The incessant, as yet-to-be-answered questions regarding Bill O'Brien's future at Penn State were thrust back into the forefront Sunday, with ESPN's Chris Mortensen reporting that O'Brien was likely on some NFL teams' short lists, including the Cleveland Browns and Philadelphia Eagles.
The report, using information from anonymous NFL sources, said that O'Brien wouldn't leave for "just any" NFL job and that he could use as leverage an assurance that the Sandusky scandal was a criminal matter rather than an NCAA matter when he accepted the job in January. O'Brien's agent, Joe Linta, did not immediately respond to a request for comment.
If any team, college or pro, wants to hire O'Brien it will be forced to pay a significant buyout. His contract states that if O'Brien terminates his contract with Penn State for any reason other than by death, disability or incapacity, the damages would equal his base salary ($950,000 for last year with an increase of five percent each year) and additional compensation ($1,350,000 annually) multiplied by the years remaining on his contract.

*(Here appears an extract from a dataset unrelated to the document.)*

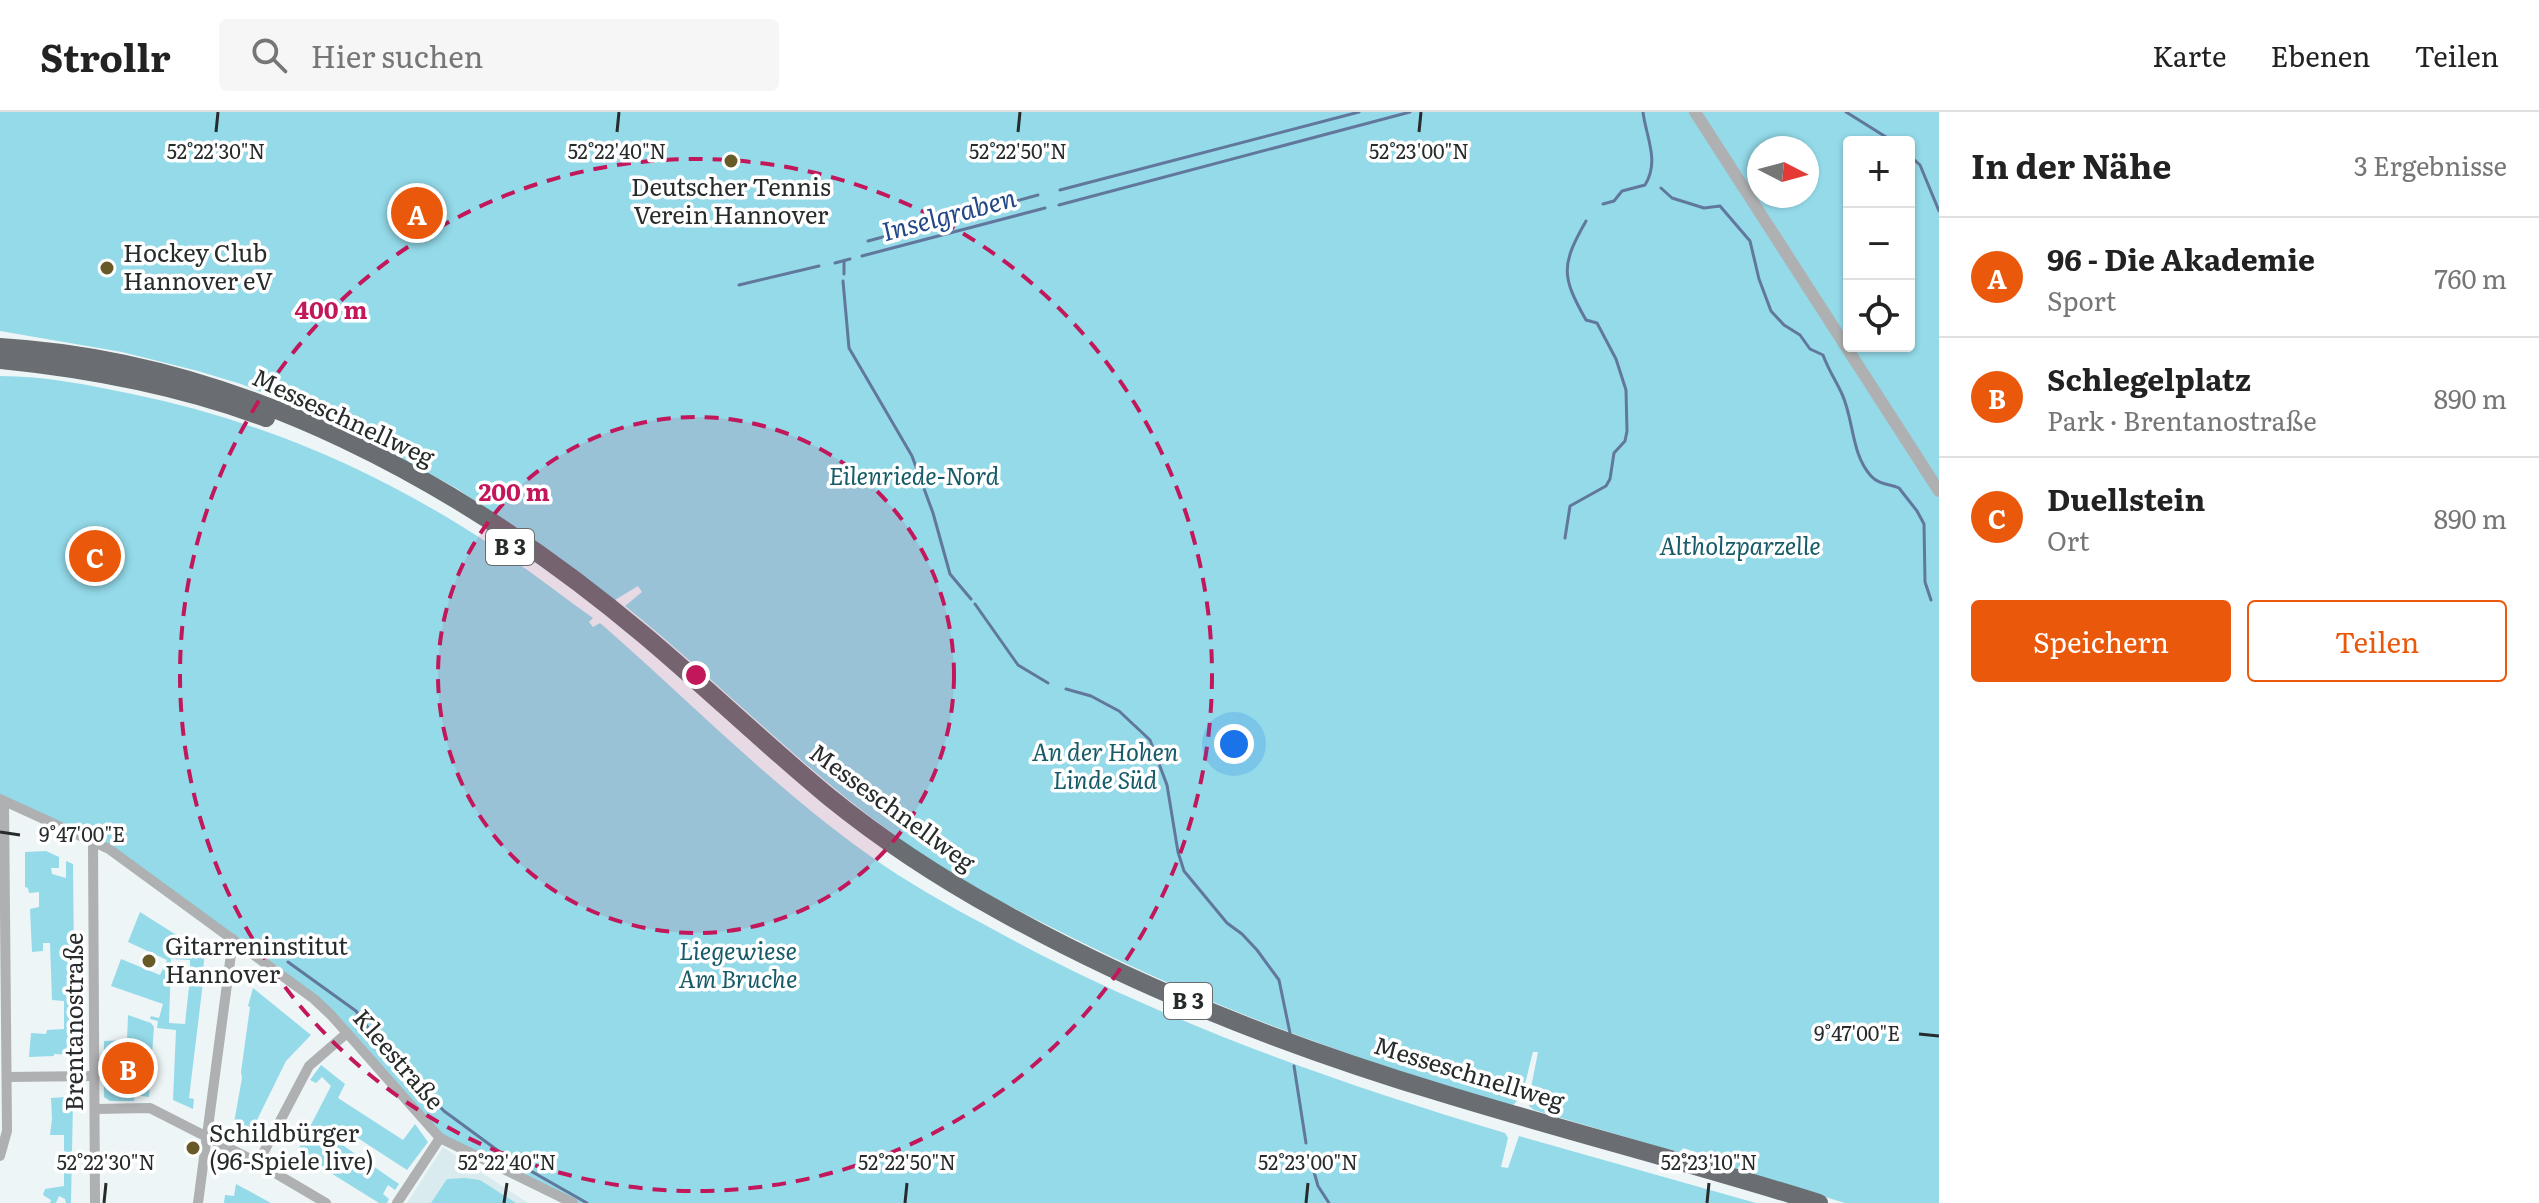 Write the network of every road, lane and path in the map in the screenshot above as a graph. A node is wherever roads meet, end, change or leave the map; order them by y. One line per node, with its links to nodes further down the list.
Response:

Under those terms, a buyout would equal $9.2 million if applied to the original duration of his five year contract. But because his contract was automatically extended another four years because of the NCAA sanctions, the buyout amount could be doubled to $18.4 million.
O'Brien's most recent public comments about his future at Penn State were directed in late November to 790 AM, an Atlanta radio station. He said he planned on being head coach at Penn State in 2013.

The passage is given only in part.